In today’s data-driven economy, the amount of data a company holds has a direct contribution to its overall market valuation. Indeed, data is catalyzing not only business, but also governance, and everyday life, across sectors, regions, time scales, economic and political systems around the world. For instance, online advertising and marketing have been driving developments in the area by changing a decades-old industry and creating some of the biggest companies and controversies of our times. The online advertising industry is breaking records year after year in terms of both growth and total value, but this is just the tip of the iceberg, as the data revolution has just started with hundreds of industry sectors involved at global level.

By some aspects, the data economy is primitive: the source of value of the raw material are the users of online systems, and they have no choice but to give away their goods (data) to very few all-powerful entities, against which they have no negotiation power. In exchange for their goods, users get a set of services, some of which nowadays essential for everybody’s digital life: search, socialization, shopping. In each field, there is one clear monopoly (Google, Facebook, Amazon, to name a few), and so users can’t really opt out of the deal and have to keep giving away their data.

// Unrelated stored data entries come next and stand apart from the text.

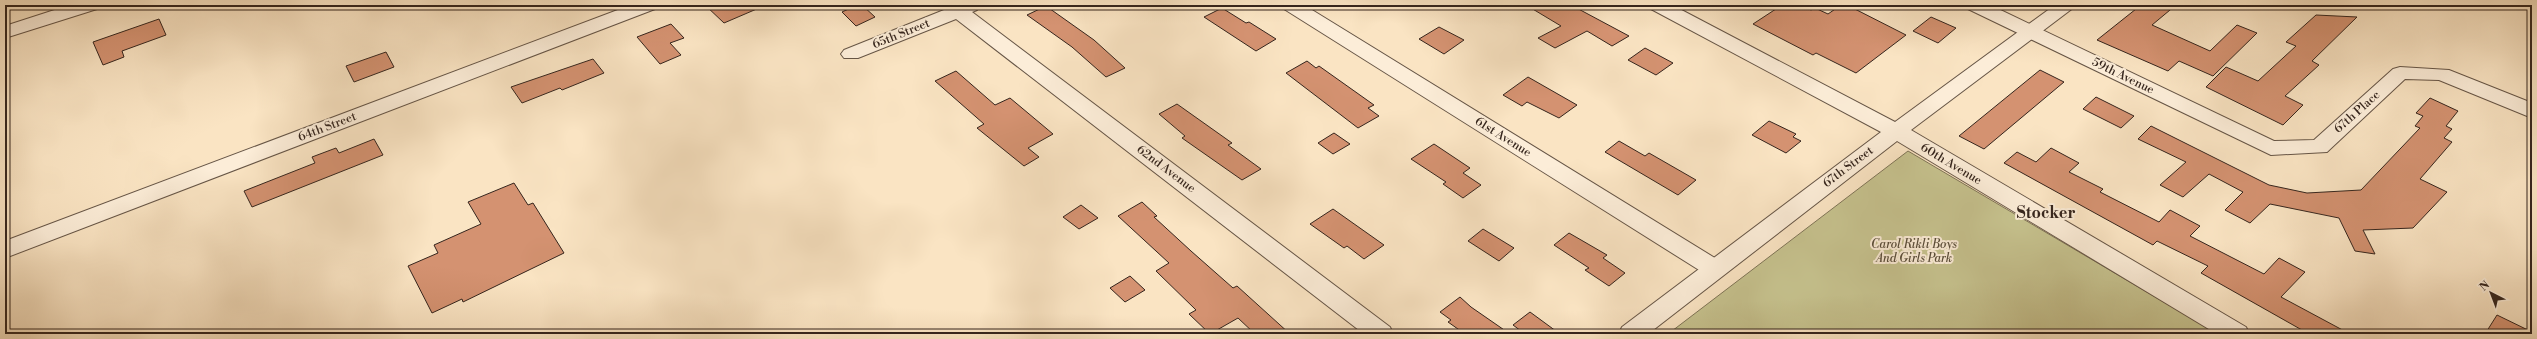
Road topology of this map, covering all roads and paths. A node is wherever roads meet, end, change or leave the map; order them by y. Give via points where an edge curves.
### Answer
1 (90, 5) edge
2 (648, 5) edge
3 (1291, 5) edge
4 (1658, 5) edge
5 (1975, 5) edge
6 (2067, 5) edge
7 (961, 7) edge
8 (5, 32) edge
9 (2032, 32) junction
10 (851, 54) dead end
11 (2532, 111) edge
12 (1896, 131) junction
13 (2271, 148) joint
14 (5, 250) edge
15 (1715, 269) junction
16 (1381, 334) edge
17 (1631, 334) edge
18 (2237, 334) edge

1 - 8 street
2 - 14 street, 64th Street
3 - 15 street, 61st Avenue
4 - 12 street, 60th Avenue
5 - 9 street, 59th Avenue
6 - 9 street, 67th Street
7 - 10 street, 65th Street
7 - 16 street, 62nd Avenue
9 - 12 street, 67th Street
9 - 13 street, 59th Avenue
11 - 13 street, 67th Place via 2442,74 2400,73 2319,148
12 - 15 street, 67th Street
12 - 18 street, 60th Avenue
15 - 17 street, 67th Street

The above scenario has fueled an arms race with users who have started to massively use systems to protect their online privacy, e.g., tracking and advertising blockers. In response, data-driven services have attempted to bypass blocking using a variety of elaborate tracking techniques, and publishers have developed blocker detection technologies. This continuing arms race is detrimental to the potential of data-driven decision making, and sooner or later, this battle will sanction its winner (likely not the end user).

How to stop the data war?

Regulation and policy-makers have made the initial steps to stop this tension (e.g., EU GDPR), but they require technology to come along and afford citizens and businesses with meaningful ways to exert control over they data, just like they can control other resources they own (e.g., money).

Indeed, several technological solutions and business models have appeared lately for reconciling tensions among users and data companies. Among them, Personal Information Management Systems (PIMS) appear to be a promising alternative to the uncontrolled collection, processing, and exploitation of people’s data, including personal and sensitive ones. At a high level a PIMS can be thought of as a software layer between end users and services, responsible for releasing data from the former towards the latter in a controlled way.

PIMCity stakeholders and components

PIMCity

PIMCity is a EU-funded Innovation Action project which aims to increase transparency, privacy and security and provide users with control over their data. The goal of PIMCity is to design, build, demonstrate, and exploit a set of components to build new PIMS easier, faster, and cheaper thanks to open design. By doing so PIMCity will accelerate the developments of ecosystems for unblocking a fair and safe data economy. Its components will provide fundamental functions for most PIMS such as: consent management, data privacy and security, data representation and management, access control and revocation, privacy protection and privacy-preserving analytics among others. PIMCity components will be built on existing widely deployed technologies and will have simple and clear interfaces that will facilitate building PIMS from scratch, or seamlessly integrating with existing ones.

PIMCity consortium

PIMCity’s consortium consists of 12 international partners with a long expertise in research and design of privacy-preserving solutions. It includes three tier-1 European universities (Politecnico di TorinoUniversitad Carlos III de MadridKatholieke Universiteit Leuven), two main telcos (Telefonica and Fastweb), two prominent European research center (NEC and IMDEA Networks), two associations (Asociación de Usuarios de Internet and Interactive Advertising Bureau Spain) and four IT companies (Ermes Intelligent Anti-PhishingGrandataWibson and LSTech).

Transparency Tags will be developed by ERMES within PIMCity

ERMES @ PIMCity

ERMES contributes to PIMCity with the objective of building next-generation tools to allow consumers and enterprises measure their security and privacy posture, and, thus, control the information flow they generate towards the Internet. In other words, we aim to provide our clients the best-in-class solutions to stay informed on the risks of the web and take informed choices to manage their online data.

Specifically, ERMES’ contribution to PIMCity is two-fold: It will firstly define standards, guidelines and best practices to enable security- and privacy-by-design approach in the building of PIMCity components. Second, ERMES will lead the design of Transparency Tags. A Transparency Tag is analogue to a Nutrition Label for food which provides the information about the ingredients, their provenience, intolerance risks, etc. of food.  The Transparency Tag communicates in an easy-to-understand way the nature of the web services the user is accessing to. For each service (e.g., a website, a web service, a mobile app) the Transparency Tag summarizes precious information needed to understand its security, reliability and reputation, such as, for instance, the aim of possible data collection, which personal data it collects, etc. This information is presented in scores, plots and tables describing the potential security and privacy risks associated to that service.

At last, information contained in Transparency Tags will strengthen the accuracy of ERMES’ AIs and ultimately improve the protection spectrum offered by its products.